Leadership as Servitude

As I’ve mentioned once before, I help with a Writer’s Workshop for middle school students. It’s rewarding work. And I am blessed to be able to work with these young people so often. This past Friday we were finishing up our acrostic name poems. We work with them in the school’s library. The volunteers are waiting for the students as they come in and so we watch them group off to the several library tables. Most of the time, this is done down strict gender lines. This Friday was no different. The girls giggled into their respective corners. And the guys guffawed into theirs.

I like to change up who I work with so I can start to get a feel for tailoring instruction methods to different groups of students. This week, I targeted the boys’ table full of the class clowns. Two of them weren’t even finished with the rough drafts of their acrostics. The third was rather above and beyond where he needed to be. I sat down and introduced myself and then waited. I knew I wasn’t going to get anything out of these kids if I tried to force feed it. So I sat there and watched how they interacted, trying to catch on to their inside jokes and get a feel for their slang and junior high jargon.

After a couple of minutes, I had a rough sketch of how they interacted as a group, what made them tick as individuals and what was holding them back, and then I started instructing. Boy number one, the most creative of the group, was held back by his need to be the class clown, which he mostly achieved by self-deprecating humor. I know how that is. But when I showed him that his poetry could involve things like noises or slang, he immediately took a new liking to it.

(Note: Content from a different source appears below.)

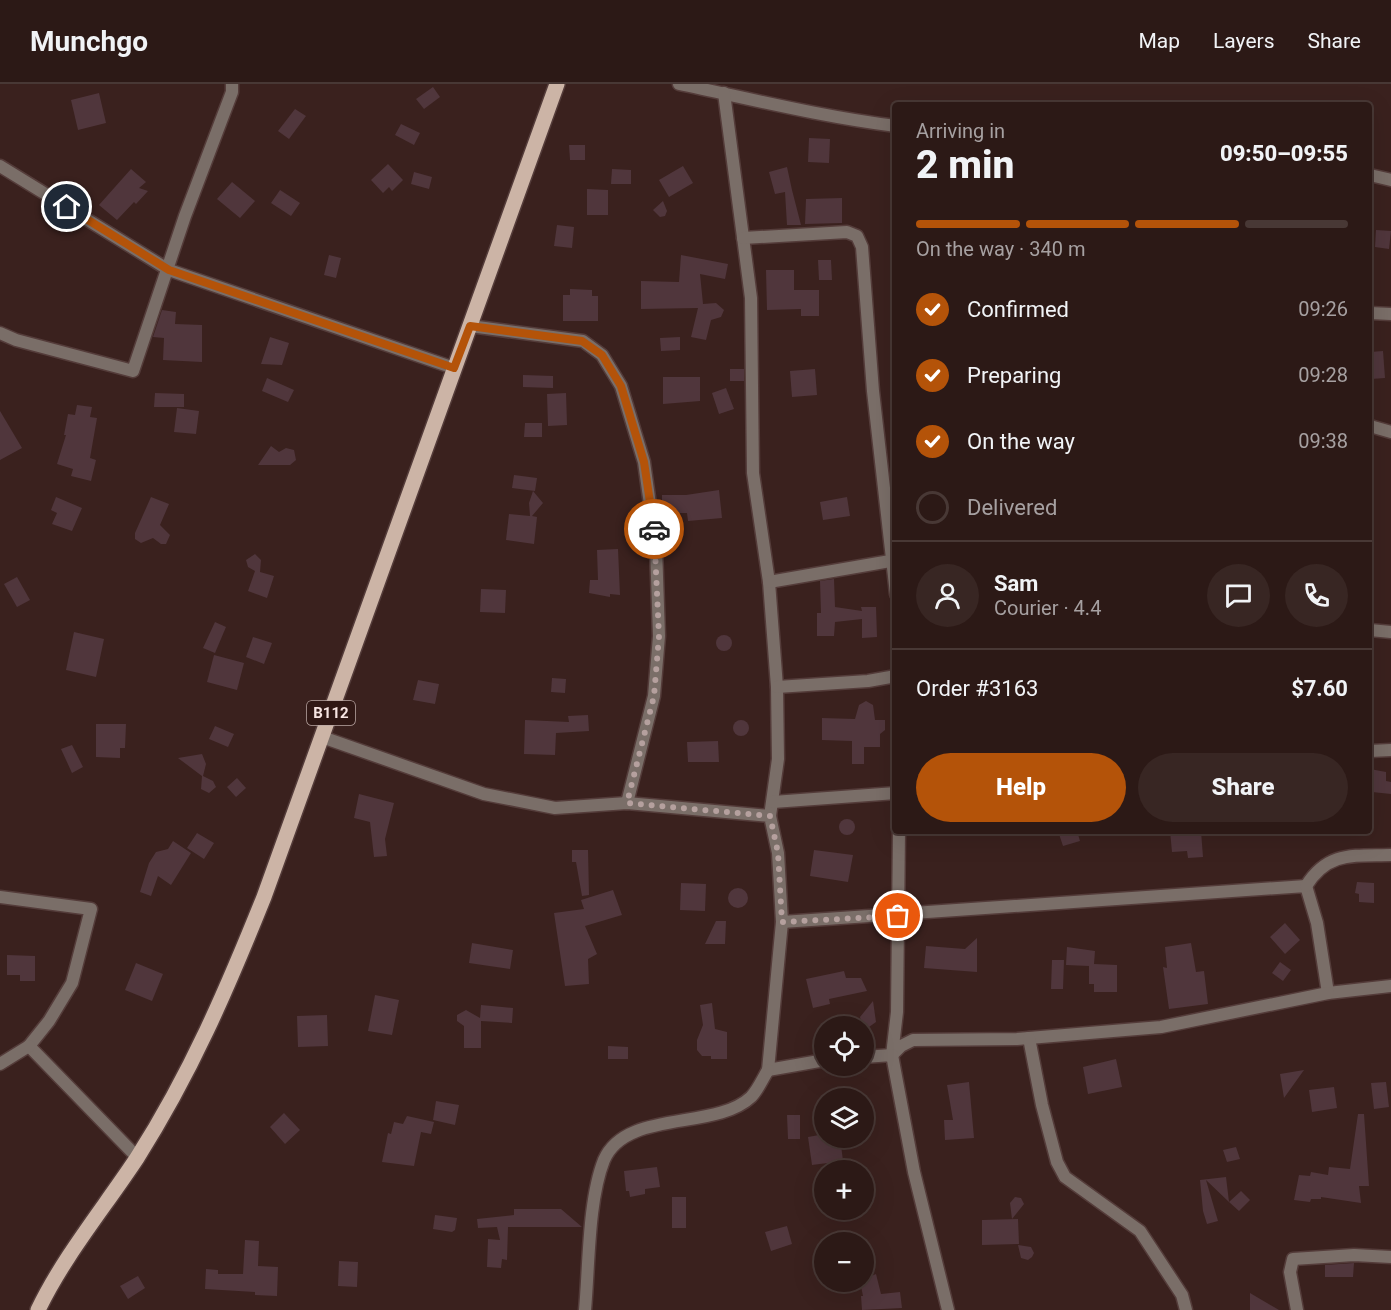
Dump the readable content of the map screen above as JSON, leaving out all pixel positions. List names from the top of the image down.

Boy number two was mainly held back by his lack of will. All he needed was a few reminders to keep working, and he was fine. Boy number three needed someone to buffer the disruptions from the other two or else he got distracted.

As I have more interactions with people in which I am in some kind of position of authority, I am becoming more and more convinced that I cannot help them unless I actively work against the formality of that position. Leadership as servitude is a very powerful thing.

I’m interested; do you find that it is easier to lead when you are attempting to serve others?